• [TASK ITEM]
Say how many lines in the data hold "roads". Nothing else belongs in the answer.

• [EXTRACTED DATA]
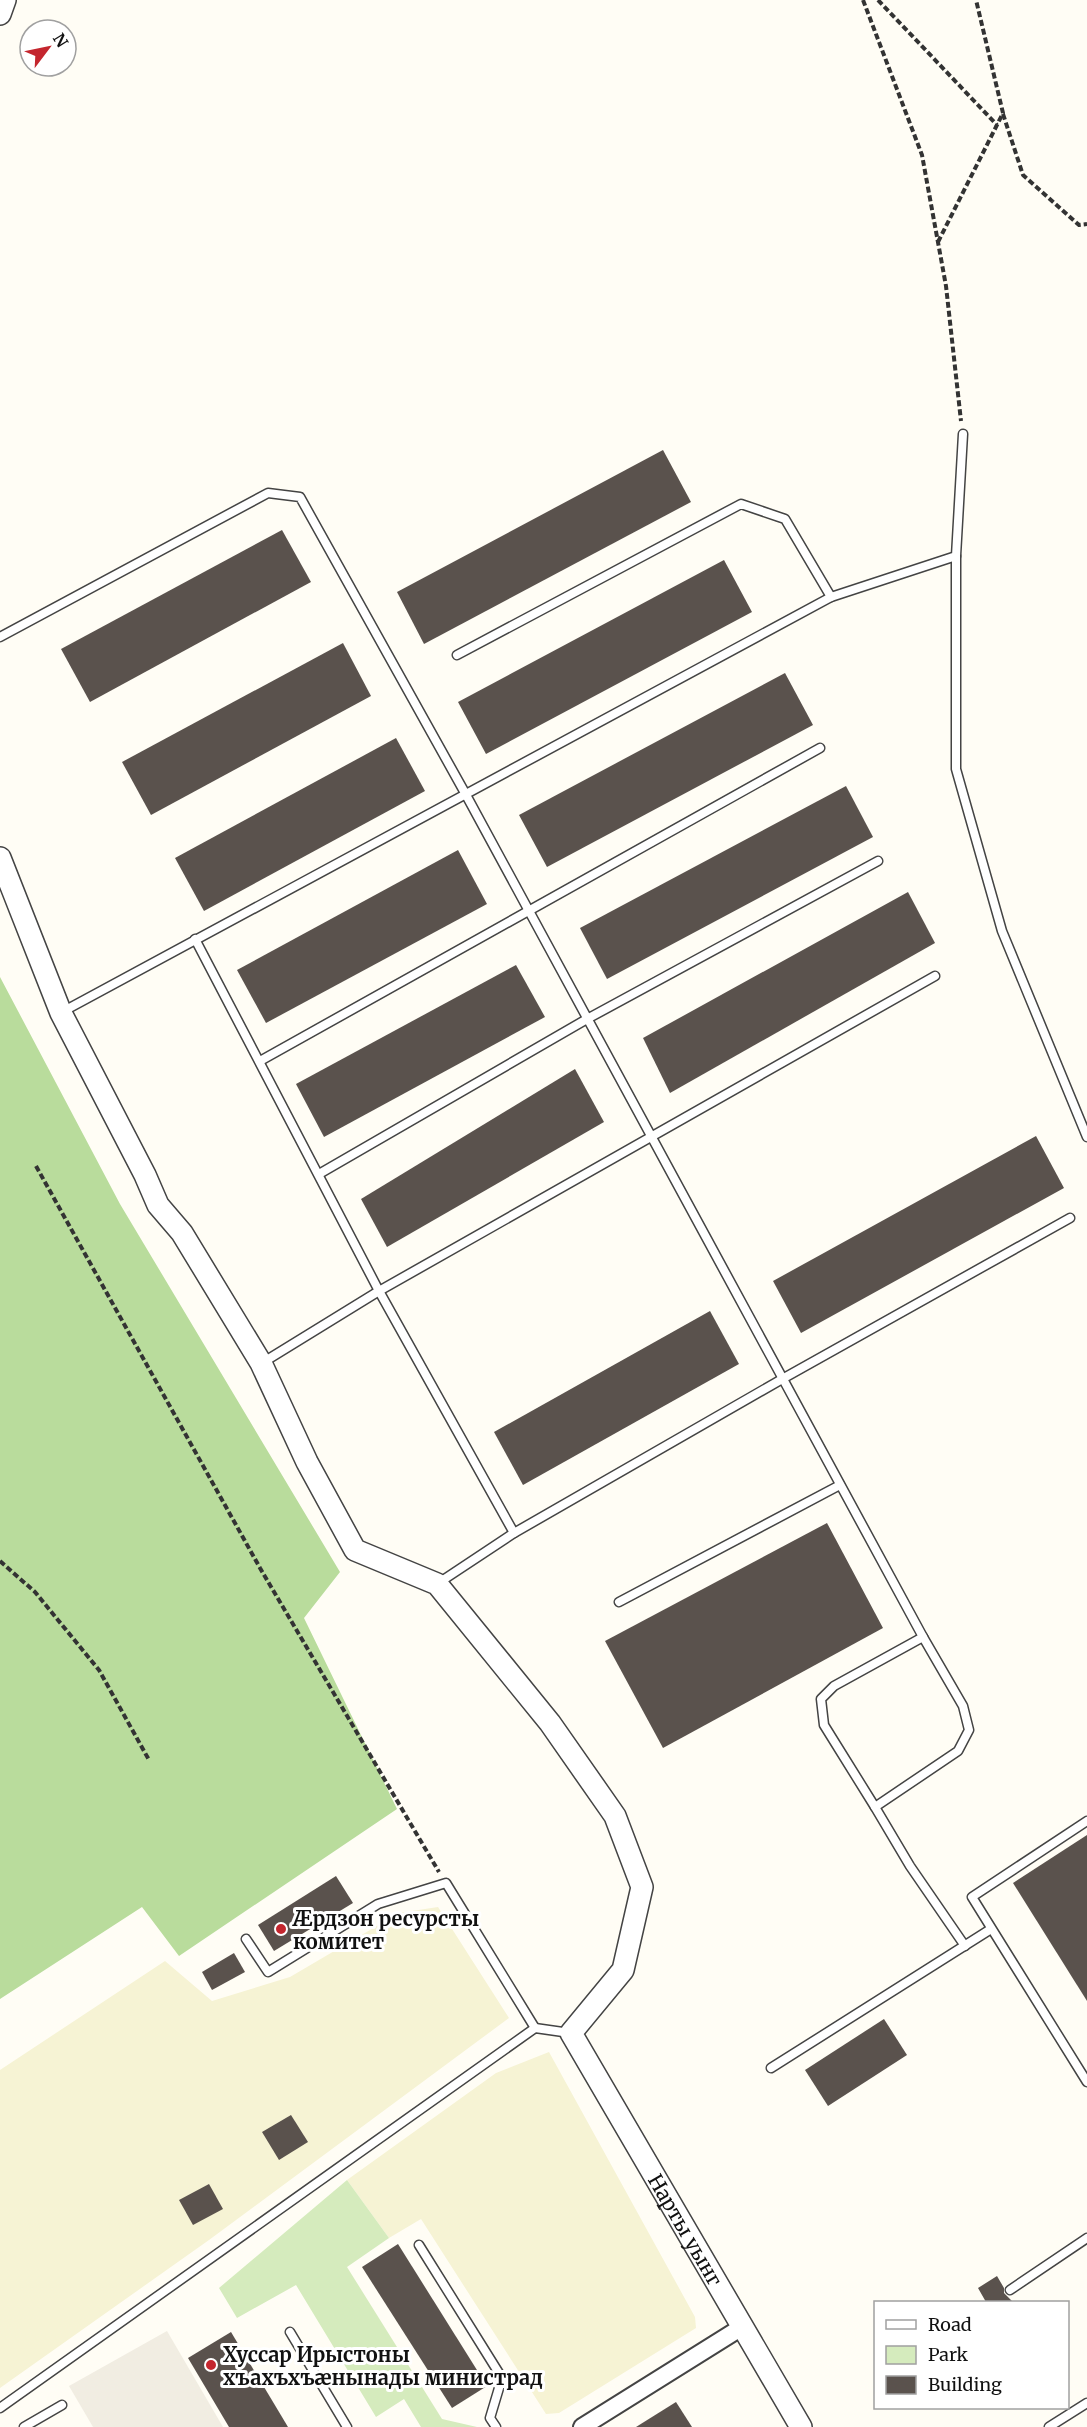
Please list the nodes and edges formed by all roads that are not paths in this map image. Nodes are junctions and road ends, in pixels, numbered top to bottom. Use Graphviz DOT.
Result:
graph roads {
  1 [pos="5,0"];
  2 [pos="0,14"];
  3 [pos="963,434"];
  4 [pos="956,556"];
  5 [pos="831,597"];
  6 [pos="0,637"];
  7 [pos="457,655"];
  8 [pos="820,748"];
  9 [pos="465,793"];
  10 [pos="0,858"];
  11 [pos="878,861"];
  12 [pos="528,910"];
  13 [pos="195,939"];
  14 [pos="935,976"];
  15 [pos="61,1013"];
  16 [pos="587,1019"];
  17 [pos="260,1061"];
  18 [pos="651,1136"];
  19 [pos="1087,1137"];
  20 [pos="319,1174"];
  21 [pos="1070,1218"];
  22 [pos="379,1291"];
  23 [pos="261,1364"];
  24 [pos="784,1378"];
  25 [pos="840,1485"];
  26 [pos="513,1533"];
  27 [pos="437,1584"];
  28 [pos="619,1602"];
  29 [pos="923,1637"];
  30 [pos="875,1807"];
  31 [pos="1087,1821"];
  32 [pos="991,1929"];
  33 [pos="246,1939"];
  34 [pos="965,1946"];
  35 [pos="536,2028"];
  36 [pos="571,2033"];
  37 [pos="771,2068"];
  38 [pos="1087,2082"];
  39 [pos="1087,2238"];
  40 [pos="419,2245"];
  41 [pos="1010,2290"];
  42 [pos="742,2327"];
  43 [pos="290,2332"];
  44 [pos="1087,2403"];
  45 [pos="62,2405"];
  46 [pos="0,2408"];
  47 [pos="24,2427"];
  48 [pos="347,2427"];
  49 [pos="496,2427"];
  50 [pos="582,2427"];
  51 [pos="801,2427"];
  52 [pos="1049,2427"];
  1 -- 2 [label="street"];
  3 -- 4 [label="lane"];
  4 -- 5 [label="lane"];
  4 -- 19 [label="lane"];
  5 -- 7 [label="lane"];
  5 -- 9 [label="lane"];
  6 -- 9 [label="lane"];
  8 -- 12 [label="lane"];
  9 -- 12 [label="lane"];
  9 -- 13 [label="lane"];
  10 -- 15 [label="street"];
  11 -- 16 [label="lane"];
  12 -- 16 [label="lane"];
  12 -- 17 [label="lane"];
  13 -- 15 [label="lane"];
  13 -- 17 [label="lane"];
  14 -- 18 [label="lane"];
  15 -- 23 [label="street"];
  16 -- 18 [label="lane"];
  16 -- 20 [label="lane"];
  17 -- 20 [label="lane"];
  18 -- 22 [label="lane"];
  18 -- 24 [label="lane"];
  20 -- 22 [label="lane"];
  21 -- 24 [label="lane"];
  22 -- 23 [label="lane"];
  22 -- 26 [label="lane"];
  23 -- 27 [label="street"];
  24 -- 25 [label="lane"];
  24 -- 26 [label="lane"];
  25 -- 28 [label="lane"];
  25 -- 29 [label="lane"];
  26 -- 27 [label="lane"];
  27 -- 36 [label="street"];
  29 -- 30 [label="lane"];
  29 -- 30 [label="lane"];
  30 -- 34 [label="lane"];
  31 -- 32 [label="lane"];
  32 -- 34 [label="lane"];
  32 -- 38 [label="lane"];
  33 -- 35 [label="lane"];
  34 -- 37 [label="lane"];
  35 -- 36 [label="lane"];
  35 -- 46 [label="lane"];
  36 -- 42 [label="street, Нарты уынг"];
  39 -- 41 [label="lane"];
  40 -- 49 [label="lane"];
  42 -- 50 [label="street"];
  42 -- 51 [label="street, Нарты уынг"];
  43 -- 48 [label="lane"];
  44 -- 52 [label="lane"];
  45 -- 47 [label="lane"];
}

• [RESULT BELOW]
2